TASK DIRECTIONS
Could every line of the data be printed exactly as it reads?

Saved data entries
------

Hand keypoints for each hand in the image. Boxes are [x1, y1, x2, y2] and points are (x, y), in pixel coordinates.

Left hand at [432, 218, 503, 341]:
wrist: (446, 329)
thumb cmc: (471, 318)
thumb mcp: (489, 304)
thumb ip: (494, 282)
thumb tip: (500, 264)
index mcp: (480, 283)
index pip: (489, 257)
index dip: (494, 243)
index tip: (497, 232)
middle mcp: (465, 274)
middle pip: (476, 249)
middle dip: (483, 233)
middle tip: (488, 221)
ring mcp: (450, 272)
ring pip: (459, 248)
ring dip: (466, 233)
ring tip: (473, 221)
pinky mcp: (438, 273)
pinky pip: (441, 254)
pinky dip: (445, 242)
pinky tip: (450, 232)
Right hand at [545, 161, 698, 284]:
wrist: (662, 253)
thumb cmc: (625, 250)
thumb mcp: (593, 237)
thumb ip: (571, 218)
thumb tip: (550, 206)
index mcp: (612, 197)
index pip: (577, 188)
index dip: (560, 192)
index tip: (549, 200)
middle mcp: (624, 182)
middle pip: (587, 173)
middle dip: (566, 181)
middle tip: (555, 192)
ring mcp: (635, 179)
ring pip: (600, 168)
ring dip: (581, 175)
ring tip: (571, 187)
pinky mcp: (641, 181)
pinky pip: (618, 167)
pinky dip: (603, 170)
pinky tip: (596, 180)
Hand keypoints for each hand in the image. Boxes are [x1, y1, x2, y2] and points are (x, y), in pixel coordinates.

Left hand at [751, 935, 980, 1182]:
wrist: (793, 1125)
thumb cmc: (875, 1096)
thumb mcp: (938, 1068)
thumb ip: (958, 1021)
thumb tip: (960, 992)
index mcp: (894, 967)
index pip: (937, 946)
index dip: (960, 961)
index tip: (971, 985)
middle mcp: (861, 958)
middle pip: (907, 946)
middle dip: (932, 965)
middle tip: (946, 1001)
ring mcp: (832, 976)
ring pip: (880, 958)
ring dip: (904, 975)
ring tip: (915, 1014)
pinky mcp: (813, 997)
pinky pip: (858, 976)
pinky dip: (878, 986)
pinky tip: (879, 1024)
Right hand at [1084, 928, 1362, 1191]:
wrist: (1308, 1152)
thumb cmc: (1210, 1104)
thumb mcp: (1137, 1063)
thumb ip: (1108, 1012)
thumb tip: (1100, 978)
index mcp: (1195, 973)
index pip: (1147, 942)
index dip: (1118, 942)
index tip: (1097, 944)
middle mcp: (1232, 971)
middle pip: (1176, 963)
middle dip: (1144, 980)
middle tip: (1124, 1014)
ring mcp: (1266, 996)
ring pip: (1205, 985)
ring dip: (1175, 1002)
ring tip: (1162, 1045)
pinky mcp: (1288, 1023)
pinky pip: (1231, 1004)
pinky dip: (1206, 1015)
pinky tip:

------

PROBLEM SOLUTION
Hand keypoints for each hand in the image. Boxes are [x1, y1, x2, y2] and points are (x, y), in pixel coordinates.

Left hand at [432, 218, 503, 341]:
wrist: (446, 329)
thumb cmc: (471, 318)
thumb mcp: (489, 304)
thumb ip: (494, 282)
thumb tip: (500, 264)
index mcp: (480, 283)
index pip: (489, 257)
index dip: (494, 243)
index tip: (497, 232)
middle mcp: (465, 274)
middle pip: (476, 249)
middle dip: (483, 233)
middle tip: (488, 221)
ring mcp: (450, 272)
ring pip: (459, 248)
ring dip: (466, 233)
ring tip: (473, 221)
pinky mcp: (438, 273)
pinky pip: (441, 254)
pinky dip: (445, 242)
pinky tip: (450, 232)
Right hand at [545, 161, 698, 284]:
wrist: (662, 253)
thumb cmc: (625, 250)
thumb mcp: (593, 237)
thumb ip: (571, 218)
thumb tip: (550, 206)
index mcp: (612, 197)
index pip: (577, 188)
index dip: (560, 192)
index tip: (549, 200)
middle mcp: (624, 182)
middle pip: (587, 173)
middle dip: (566, 181)
middle tip: (555, 192)
ring mcp: (635, 179)
ring pip: (600, 168)
ring dip: (581, 175)
ring tip: (571, 187)
pinky mcp: (641, 181)
pinky pip: (618, 167)
pinky dip: (603, 170)
pinky tip: (596, 180)
Hand keypoints for each hand in the image. Boxes are [x1, y1, x2, y2] and points are (x, y), in pixel coordinates.

Left hand at [751, 935, 980, 1182]:
wrist: (793, 1125)
thumb cmc: (875, 1096)
thumb mcp: (938, 1068)
thumb ip: (958, 1021)
thumb tip: (960, 992)
index mcp: (894, 967)
index pip: (937, 946)
index dip: (960, 961)
index tip: (971, 985)
middle mcp: (861, 958)
middle pip: (907, 946)
middle dip: (932, 965)
middle tip: (946, 1001)
ring mcp: (832, 976)
ring pip: (880, 958)
ring dip: (904, 975)
ring tip: (915, 1014)
pinky mcp: (813, 997)
pinky pip: (858, 976)
pinky dip: (878, 986)
pinky tip: (879, 1024)
Right hand at [1084, 928, 1362, 1191]:
wrist: (1308, 1152)
thumb cmc: (1210, 1104)
thumb mcp: (1137, 1063)
thumb ip: (1108, 1012)
thumb tip: (1100, 978)
index mcp: (1195, 973)
index pip: (1147, 942)
index dip: (1118, 942)
index tip: (1097, 944)
middle mcp: (1232, 971)
middle pip: (1176, 963)
middle dip: (1144, 980)
middle tip: (1124, 1014)
ring mcp: (1266, 996)
ring pip: (1205, 985)
ring dip: (1175, 1002)
ring tip: (1162, 1045)
pinky mcp: (1288, 1023)
pinky pip: (1231, 1004)
pinky dip: (1206, 1015)
pinky tip:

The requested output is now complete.